Your objective — Would you please copy every line below that includes the string "graph"?

= = = =

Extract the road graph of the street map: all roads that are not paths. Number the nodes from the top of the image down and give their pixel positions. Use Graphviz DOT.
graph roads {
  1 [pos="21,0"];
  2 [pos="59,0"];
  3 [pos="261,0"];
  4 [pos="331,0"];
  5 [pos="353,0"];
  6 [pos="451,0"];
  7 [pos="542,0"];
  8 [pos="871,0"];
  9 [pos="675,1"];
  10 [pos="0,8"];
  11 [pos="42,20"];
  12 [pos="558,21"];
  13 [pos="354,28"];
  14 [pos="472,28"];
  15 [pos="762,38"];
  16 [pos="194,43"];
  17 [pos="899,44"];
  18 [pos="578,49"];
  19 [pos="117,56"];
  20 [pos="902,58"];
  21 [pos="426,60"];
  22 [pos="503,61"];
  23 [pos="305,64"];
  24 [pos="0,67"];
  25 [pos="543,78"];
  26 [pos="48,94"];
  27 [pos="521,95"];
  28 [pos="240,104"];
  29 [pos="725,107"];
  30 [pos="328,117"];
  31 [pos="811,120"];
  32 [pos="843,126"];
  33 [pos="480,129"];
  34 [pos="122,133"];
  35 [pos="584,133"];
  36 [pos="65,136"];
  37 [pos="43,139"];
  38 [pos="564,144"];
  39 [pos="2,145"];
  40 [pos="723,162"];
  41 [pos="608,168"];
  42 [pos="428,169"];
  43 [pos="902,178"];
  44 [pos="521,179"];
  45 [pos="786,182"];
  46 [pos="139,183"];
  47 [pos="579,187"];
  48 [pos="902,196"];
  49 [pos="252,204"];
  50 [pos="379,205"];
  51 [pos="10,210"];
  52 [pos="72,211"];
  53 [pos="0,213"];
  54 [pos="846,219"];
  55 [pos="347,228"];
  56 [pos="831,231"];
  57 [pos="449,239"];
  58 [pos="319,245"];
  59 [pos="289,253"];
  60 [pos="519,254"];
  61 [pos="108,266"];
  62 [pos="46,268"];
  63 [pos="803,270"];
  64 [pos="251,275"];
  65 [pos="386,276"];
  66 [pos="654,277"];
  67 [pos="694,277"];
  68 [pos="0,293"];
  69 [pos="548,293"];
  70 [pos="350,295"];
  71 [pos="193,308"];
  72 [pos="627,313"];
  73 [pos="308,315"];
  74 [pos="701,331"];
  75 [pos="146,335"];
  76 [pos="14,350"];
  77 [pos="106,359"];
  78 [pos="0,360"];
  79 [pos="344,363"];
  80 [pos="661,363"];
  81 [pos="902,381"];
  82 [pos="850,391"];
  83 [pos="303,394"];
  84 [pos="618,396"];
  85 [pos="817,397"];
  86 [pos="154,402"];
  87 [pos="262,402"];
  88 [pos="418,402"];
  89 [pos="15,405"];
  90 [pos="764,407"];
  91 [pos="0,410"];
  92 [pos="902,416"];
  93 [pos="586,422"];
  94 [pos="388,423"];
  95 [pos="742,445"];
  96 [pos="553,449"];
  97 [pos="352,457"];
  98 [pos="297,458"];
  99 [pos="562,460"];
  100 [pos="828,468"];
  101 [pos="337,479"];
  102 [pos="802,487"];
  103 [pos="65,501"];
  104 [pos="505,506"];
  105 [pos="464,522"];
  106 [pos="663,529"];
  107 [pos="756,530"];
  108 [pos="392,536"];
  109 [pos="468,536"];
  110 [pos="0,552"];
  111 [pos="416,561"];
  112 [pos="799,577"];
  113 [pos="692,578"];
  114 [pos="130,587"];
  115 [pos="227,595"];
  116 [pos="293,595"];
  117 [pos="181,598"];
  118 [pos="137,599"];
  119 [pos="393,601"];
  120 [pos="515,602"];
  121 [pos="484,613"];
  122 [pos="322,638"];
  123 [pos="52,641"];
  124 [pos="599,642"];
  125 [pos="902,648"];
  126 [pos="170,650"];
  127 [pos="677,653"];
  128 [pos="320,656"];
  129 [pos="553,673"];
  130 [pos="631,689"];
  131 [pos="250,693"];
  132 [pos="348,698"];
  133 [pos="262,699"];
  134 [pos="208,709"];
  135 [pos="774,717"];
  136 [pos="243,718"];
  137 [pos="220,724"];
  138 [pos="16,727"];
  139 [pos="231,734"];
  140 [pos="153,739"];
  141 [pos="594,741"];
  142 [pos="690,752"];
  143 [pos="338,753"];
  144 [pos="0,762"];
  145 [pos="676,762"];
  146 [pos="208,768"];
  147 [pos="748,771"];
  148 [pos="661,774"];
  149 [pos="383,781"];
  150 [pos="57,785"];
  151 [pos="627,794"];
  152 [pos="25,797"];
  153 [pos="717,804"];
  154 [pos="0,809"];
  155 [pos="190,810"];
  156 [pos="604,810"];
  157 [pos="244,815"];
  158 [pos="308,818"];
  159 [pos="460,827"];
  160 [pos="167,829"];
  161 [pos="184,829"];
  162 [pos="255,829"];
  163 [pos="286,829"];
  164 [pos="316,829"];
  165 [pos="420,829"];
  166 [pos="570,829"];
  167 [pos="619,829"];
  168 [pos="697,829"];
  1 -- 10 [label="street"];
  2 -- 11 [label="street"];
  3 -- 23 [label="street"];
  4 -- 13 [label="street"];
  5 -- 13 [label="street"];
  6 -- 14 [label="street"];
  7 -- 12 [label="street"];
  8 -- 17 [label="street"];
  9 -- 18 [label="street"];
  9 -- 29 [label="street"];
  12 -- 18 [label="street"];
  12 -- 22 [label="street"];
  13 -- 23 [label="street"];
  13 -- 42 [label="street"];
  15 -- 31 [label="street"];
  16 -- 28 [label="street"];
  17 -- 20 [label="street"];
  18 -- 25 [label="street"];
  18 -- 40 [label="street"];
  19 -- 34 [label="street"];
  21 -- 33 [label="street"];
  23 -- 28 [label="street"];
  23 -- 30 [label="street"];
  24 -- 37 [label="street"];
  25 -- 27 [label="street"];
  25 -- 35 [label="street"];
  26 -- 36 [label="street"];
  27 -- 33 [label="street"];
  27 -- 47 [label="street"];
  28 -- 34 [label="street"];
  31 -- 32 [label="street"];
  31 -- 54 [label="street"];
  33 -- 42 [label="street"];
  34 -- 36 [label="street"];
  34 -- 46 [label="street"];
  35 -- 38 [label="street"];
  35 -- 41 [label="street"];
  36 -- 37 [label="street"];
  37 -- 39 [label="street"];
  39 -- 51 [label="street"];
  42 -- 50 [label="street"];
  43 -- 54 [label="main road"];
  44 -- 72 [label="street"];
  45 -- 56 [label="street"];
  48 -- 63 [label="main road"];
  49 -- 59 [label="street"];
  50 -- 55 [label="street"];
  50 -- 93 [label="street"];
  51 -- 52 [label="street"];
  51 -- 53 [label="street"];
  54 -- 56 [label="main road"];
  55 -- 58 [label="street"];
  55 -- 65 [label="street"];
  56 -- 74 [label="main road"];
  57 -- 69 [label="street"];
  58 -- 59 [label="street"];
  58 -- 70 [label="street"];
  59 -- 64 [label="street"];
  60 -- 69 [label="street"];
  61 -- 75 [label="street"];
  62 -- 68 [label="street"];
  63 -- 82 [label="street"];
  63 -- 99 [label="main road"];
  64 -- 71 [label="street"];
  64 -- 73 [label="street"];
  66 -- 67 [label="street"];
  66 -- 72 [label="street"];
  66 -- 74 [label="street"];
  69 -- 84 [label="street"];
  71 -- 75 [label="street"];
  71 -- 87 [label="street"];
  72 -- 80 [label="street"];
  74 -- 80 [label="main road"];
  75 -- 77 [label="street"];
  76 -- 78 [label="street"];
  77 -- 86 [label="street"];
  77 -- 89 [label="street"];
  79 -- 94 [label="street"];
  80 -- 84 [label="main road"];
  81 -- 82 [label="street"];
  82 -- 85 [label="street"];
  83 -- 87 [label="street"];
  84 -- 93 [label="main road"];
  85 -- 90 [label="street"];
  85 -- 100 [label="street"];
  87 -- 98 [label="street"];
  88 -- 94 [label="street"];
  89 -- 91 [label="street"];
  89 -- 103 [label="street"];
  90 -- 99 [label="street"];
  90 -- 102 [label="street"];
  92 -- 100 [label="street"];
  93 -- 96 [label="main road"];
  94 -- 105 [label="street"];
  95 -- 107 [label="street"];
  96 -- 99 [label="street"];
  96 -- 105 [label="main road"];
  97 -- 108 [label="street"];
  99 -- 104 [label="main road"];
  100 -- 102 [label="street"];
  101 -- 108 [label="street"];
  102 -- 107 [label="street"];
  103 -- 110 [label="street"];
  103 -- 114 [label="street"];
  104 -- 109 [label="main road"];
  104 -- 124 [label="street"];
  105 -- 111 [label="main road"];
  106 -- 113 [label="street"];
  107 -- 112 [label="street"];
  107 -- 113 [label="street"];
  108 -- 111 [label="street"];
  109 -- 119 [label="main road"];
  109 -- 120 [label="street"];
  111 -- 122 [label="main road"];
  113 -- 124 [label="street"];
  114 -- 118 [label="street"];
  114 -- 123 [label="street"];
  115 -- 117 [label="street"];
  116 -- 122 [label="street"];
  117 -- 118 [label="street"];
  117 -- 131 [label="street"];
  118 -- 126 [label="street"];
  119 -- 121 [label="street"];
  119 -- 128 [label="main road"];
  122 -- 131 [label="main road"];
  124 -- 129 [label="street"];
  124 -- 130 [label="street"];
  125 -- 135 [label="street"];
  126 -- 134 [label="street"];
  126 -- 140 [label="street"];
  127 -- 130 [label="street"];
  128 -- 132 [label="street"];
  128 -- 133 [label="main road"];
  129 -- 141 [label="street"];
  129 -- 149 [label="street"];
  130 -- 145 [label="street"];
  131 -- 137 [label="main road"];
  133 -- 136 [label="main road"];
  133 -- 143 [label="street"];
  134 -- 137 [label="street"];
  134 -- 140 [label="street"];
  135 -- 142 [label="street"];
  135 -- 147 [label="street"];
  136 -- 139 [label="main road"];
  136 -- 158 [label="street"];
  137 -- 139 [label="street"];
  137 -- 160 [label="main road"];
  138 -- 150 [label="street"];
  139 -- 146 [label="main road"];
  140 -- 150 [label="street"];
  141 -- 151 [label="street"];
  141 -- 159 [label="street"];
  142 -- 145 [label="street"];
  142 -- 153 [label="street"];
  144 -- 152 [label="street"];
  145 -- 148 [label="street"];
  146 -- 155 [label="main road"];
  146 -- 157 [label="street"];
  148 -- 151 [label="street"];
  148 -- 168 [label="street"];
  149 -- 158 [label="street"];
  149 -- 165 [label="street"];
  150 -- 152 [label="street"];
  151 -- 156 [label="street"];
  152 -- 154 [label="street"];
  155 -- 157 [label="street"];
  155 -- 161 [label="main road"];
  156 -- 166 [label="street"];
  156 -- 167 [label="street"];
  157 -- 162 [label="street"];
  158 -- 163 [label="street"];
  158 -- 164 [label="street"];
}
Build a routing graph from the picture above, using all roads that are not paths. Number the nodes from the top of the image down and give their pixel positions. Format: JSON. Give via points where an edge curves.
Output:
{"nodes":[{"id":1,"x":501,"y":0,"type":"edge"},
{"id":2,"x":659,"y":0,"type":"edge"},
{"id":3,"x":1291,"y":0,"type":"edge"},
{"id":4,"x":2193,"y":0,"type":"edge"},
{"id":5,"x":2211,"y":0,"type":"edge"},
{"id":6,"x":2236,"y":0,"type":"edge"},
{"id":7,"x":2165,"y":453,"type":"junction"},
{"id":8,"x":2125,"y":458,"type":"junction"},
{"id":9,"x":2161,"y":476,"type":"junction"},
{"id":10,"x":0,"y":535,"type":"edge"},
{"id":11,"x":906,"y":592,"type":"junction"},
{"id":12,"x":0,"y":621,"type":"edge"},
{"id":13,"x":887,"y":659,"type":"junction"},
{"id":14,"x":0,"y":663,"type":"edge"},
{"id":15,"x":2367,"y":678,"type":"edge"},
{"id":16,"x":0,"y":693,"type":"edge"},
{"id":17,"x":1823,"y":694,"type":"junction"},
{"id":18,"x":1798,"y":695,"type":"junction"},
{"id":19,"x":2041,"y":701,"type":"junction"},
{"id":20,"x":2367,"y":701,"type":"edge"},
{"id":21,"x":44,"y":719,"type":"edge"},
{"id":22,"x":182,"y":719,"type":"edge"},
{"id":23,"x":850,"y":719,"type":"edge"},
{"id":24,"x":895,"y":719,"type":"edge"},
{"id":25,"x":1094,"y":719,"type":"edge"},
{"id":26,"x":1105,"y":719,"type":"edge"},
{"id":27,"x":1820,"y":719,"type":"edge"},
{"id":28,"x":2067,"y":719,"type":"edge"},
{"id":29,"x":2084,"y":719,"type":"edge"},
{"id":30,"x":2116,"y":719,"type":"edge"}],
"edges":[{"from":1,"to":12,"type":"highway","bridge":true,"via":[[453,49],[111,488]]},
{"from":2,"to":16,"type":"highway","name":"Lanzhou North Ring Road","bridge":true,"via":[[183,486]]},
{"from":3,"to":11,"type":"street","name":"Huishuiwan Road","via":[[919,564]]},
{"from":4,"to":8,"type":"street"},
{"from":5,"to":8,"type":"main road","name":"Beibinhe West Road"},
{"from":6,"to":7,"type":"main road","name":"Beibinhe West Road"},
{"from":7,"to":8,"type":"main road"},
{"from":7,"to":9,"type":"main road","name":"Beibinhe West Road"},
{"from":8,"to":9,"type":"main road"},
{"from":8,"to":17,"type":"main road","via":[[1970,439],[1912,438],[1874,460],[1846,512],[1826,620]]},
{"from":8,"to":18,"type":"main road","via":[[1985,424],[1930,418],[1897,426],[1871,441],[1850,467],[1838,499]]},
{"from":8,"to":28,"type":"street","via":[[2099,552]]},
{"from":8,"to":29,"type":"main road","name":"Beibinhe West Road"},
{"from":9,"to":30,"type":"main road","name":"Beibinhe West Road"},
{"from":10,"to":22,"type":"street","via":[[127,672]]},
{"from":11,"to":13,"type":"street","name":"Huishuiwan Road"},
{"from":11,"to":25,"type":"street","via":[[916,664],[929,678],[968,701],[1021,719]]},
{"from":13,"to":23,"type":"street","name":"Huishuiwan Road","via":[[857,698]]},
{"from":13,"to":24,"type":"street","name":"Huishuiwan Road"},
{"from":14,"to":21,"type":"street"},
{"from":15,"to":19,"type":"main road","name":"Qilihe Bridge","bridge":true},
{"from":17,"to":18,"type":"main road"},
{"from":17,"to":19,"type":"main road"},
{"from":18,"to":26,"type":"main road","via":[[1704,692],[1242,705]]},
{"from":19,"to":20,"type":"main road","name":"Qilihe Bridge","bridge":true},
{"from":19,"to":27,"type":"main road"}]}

= = = =

Written answer —
Extract the road graph of the street map: all roads that are not paths. Number the nodes from the top of the image down and give their pixel positions. Use Graphviz DOT.
graph roads {
Build a routing graph from the picture above, using all roads that are not paths. Number the nodes from the top of the image down and give their pixel positions. Format: JSON. Give via points where an edge curves.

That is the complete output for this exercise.